Second, beyond the documented rebalancing process, a minimum “cooling off period” should be imposed before making any overarching portfolio changes.  Want to dial up or down the stock/bond split?  Outline the proposed changes in an addendum to the IPS and revisit the proposal in a year.  If the idea still seems compelling, and the justification still sound, chances are better that it’s based on level-headed analysis and a worthwhile maneuver instead of an emotional-based reaction.  In cases where the considered change is more drastic in nature, such as a significant stock/bond adjustment at a market extreme, an entirely new asset class or a brand new strategy with loads of backtesting promise but no real world results, you may instead push the cooling off period back another year or two.  Hardly any worthwhile changes to a well-designed, long-term investment portfolio are so important that they cannot be postponed for a year or two.


And finally, try to invest like a snail instead of a buffalo.  Instead of buying highly volatile individual stocks, sectors, or fast-moving mutual funds like the Buffalo Emerging Opportunities fund, which holds an extremely concentrated portfolio of 63 stocks in the highly erratic small/microcap growth category, stick with more broad-based and well-diversified asset class and index fund holdings.  
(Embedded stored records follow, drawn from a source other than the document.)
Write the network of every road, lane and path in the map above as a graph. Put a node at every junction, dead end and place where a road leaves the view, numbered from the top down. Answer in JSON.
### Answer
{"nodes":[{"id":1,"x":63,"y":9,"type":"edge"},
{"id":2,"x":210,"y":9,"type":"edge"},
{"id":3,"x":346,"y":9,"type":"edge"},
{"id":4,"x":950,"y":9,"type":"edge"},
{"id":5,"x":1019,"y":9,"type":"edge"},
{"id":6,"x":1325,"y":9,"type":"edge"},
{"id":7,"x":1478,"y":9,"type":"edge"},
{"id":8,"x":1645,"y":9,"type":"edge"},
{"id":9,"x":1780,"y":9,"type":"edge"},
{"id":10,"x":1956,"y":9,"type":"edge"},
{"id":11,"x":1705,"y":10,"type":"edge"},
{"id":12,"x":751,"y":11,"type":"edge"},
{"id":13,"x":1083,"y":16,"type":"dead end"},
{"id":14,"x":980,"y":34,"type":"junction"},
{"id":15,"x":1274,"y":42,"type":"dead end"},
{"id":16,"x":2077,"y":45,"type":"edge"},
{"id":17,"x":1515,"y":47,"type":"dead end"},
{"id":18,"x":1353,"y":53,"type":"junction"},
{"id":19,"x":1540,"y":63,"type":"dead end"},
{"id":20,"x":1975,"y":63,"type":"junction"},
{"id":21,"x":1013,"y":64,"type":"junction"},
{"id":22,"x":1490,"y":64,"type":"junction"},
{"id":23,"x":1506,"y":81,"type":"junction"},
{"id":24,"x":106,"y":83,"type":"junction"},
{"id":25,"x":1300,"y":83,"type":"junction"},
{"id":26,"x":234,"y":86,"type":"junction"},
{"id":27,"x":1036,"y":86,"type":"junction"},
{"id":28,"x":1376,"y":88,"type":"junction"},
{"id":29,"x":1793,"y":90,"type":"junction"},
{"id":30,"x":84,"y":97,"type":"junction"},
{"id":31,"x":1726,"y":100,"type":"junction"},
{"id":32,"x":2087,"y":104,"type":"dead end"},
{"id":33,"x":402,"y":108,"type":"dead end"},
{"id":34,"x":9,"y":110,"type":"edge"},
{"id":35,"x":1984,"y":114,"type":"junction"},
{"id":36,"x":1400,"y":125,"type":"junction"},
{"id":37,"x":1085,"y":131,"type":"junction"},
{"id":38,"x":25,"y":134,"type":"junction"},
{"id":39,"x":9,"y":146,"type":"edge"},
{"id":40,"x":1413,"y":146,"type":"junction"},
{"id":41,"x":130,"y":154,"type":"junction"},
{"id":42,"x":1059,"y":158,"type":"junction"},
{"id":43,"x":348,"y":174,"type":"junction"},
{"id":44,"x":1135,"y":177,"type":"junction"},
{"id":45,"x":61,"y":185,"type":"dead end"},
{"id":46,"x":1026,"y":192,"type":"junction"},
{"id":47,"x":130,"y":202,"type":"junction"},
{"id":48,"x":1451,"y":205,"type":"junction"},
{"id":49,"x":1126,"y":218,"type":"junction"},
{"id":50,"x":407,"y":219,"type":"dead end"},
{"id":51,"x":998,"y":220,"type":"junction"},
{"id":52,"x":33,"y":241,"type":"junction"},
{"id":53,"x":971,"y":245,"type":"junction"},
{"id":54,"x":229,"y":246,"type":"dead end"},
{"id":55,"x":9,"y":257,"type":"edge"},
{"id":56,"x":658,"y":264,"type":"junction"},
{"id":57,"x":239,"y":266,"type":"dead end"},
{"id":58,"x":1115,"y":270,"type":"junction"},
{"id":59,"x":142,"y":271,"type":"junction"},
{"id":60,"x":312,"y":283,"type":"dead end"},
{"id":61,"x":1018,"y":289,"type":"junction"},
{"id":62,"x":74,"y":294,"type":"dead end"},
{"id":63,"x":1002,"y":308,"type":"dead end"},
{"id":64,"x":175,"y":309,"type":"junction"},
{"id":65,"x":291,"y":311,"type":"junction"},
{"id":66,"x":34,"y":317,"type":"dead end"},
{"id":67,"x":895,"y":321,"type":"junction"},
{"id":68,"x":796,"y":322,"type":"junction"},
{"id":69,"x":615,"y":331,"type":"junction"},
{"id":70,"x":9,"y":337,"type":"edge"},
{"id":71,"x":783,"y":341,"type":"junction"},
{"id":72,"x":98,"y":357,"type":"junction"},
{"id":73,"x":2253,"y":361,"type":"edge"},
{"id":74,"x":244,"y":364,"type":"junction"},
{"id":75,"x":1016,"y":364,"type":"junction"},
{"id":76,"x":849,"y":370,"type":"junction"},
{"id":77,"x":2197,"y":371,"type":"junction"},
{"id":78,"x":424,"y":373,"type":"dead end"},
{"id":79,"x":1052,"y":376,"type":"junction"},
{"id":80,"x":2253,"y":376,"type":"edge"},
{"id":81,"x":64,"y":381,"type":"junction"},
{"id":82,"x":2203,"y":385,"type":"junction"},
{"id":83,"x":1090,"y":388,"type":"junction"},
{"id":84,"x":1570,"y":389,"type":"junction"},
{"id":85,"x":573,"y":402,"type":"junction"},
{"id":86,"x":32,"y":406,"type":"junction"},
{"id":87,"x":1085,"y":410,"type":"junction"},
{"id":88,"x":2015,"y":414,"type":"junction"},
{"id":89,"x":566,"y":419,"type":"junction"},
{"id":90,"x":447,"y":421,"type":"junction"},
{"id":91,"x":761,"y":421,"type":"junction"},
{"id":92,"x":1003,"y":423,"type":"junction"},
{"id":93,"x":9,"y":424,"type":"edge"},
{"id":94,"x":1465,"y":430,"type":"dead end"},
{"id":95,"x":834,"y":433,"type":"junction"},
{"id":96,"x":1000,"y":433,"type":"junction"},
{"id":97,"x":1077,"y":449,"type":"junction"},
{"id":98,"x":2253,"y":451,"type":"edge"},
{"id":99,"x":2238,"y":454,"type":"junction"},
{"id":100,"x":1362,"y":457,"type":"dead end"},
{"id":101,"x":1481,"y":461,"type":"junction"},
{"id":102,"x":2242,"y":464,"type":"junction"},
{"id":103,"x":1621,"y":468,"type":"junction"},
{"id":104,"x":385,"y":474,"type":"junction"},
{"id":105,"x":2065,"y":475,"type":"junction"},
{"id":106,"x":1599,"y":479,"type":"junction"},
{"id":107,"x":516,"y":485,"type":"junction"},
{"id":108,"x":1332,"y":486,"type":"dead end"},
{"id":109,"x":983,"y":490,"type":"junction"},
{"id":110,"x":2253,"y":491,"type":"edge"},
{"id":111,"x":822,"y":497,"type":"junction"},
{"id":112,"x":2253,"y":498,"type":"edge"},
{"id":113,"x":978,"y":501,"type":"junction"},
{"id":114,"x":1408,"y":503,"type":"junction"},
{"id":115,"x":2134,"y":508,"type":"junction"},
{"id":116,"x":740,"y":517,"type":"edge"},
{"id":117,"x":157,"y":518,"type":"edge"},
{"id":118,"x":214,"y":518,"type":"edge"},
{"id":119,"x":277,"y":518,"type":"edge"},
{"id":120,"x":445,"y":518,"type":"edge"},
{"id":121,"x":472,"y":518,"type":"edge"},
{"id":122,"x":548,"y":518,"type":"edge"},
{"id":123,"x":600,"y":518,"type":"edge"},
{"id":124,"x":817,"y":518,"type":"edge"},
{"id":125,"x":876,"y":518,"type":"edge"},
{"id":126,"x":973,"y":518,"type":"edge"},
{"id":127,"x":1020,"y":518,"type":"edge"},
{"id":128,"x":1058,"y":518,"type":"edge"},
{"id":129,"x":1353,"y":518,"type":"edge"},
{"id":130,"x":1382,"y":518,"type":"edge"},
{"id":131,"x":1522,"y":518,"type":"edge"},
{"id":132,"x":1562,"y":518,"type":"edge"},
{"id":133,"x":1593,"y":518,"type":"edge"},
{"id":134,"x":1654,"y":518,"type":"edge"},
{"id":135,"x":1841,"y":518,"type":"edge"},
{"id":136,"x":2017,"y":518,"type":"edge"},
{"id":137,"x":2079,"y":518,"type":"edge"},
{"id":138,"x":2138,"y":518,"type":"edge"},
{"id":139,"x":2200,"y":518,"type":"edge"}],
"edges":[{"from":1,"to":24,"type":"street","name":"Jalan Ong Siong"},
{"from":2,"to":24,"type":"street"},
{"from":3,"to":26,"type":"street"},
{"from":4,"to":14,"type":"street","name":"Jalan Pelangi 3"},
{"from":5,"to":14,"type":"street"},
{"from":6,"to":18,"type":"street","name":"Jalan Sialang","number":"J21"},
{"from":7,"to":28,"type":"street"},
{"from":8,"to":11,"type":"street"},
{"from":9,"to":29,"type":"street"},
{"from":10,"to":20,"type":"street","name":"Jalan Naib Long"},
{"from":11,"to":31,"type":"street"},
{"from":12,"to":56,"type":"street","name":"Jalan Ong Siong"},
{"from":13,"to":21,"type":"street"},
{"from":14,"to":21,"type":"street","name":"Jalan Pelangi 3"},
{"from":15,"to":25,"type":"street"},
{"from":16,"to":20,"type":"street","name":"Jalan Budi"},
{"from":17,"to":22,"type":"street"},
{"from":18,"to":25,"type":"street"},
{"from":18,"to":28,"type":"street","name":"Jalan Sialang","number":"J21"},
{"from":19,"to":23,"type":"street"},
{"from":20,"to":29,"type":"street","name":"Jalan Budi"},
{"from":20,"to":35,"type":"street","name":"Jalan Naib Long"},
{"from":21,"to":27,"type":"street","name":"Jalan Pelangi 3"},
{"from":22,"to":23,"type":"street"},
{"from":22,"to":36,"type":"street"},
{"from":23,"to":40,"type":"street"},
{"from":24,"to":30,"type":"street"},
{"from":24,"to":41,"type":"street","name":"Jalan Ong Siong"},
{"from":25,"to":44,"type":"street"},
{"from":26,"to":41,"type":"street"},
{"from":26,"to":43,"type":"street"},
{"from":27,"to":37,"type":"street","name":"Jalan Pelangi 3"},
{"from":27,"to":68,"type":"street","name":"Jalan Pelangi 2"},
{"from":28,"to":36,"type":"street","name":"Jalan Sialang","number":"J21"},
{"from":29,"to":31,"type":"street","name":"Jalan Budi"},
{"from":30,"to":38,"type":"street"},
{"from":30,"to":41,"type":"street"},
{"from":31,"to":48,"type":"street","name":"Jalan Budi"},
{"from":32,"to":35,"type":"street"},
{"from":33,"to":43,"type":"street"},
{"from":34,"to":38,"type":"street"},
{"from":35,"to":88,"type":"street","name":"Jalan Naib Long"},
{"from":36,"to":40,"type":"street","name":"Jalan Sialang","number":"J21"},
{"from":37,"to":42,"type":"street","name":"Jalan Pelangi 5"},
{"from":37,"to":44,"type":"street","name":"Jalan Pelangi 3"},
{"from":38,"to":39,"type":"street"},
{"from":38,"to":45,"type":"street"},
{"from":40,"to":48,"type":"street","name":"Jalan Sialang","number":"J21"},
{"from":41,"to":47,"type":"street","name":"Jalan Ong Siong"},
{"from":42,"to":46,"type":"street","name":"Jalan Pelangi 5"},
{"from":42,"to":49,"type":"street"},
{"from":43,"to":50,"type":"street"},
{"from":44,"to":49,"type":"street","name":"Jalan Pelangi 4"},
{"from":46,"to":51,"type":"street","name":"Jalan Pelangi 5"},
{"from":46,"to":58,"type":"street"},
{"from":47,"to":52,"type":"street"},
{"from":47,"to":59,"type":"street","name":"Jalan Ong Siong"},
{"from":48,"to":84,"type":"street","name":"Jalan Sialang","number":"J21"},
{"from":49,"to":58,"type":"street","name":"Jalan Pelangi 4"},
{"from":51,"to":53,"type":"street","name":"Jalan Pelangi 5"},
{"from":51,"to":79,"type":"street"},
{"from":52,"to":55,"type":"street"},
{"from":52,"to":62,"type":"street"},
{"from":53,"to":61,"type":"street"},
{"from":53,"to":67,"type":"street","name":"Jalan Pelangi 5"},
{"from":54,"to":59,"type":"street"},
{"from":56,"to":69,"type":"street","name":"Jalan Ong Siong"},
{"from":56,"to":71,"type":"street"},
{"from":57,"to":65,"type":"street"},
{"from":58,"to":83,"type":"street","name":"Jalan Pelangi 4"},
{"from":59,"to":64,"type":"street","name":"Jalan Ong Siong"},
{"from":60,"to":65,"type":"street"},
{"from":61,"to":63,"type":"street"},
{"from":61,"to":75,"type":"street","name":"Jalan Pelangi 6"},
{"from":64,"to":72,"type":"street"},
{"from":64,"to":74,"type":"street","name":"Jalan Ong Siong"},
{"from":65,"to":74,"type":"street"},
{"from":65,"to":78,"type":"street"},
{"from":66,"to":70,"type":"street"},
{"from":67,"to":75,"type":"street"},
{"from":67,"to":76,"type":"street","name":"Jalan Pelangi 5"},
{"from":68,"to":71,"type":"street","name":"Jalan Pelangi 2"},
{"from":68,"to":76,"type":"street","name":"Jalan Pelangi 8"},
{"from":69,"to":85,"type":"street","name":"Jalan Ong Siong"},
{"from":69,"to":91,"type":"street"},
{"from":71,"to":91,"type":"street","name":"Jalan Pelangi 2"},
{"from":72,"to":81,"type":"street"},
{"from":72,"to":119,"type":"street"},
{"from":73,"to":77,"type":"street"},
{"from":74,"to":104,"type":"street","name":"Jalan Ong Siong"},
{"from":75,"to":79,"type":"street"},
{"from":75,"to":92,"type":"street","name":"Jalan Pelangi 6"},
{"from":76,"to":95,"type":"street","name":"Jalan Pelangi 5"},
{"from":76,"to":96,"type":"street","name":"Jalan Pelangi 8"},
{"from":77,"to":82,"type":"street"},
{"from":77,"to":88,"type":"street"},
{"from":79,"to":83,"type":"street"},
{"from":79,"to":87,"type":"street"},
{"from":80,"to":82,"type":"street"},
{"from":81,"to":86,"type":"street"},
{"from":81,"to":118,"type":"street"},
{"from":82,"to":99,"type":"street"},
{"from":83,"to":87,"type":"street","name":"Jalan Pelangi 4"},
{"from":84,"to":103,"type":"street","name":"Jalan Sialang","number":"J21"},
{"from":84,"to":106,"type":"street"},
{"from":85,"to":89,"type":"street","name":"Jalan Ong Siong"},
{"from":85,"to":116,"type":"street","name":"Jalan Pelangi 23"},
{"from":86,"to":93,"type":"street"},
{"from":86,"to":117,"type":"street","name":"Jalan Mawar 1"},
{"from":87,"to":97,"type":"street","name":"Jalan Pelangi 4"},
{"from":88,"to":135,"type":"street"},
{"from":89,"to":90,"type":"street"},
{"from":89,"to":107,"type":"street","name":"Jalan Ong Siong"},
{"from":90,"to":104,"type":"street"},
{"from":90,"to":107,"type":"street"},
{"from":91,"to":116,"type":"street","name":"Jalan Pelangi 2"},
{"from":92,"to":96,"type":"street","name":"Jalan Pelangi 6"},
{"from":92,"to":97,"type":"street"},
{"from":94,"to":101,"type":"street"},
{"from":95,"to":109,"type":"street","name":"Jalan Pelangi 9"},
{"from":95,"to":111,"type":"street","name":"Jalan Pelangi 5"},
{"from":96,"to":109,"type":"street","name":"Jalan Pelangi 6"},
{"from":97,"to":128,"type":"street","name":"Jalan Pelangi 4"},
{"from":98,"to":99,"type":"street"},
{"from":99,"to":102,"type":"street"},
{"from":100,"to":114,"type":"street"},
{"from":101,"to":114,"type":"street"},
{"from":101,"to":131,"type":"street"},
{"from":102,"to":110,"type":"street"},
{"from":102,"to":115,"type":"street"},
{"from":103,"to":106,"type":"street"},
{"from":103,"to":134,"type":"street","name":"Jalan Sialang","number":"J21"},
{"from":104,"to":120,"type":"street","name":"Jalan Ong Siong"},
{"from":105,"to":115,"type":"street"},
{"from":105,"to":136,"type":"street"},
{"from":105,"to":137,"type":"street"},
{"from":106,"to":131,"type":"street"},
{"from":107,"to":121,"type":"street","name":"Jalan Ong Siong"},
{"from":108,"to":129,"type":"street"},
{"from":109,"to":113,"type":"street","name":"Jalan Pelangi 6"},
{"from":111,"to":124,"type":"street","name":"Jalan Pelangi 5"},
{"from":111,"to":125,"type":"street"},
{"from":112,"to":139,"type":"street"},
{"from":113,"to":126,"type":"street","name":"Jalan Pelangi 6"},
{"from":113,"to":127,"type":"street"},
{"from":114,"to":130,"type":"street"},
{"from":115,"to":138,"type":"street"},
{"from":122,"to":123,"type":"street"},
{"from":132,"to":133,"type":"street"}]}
At times, these less aggressive holdings might seem to be moving at a snail’s pace compared to hot stocks or mutual funds, but changes are they’ll be easier to hold over the long run.  Evidence finds the more volatile an investment, the more likely it is that investors will practice more extreme forms of buy high/sell low behavior.  John Bogle, in The Clash of Cultures (page 114), found that the investor/investment lag over a fifteen-year period for the least volatile quintile of stock mutual funds was only -0.8% per year.  For the most volatile, it was -3% per year!  


Of course, every non-guaranteed investment has risk and volatility, which is why a healthy dose of historical perspective and education can also be crucial to sticking with your investments over time and avoiding the common and significant costs of the behavioral gap.  And if this isn’t something you have the time or interest in doing, you’re better off finding a professional advisor to help.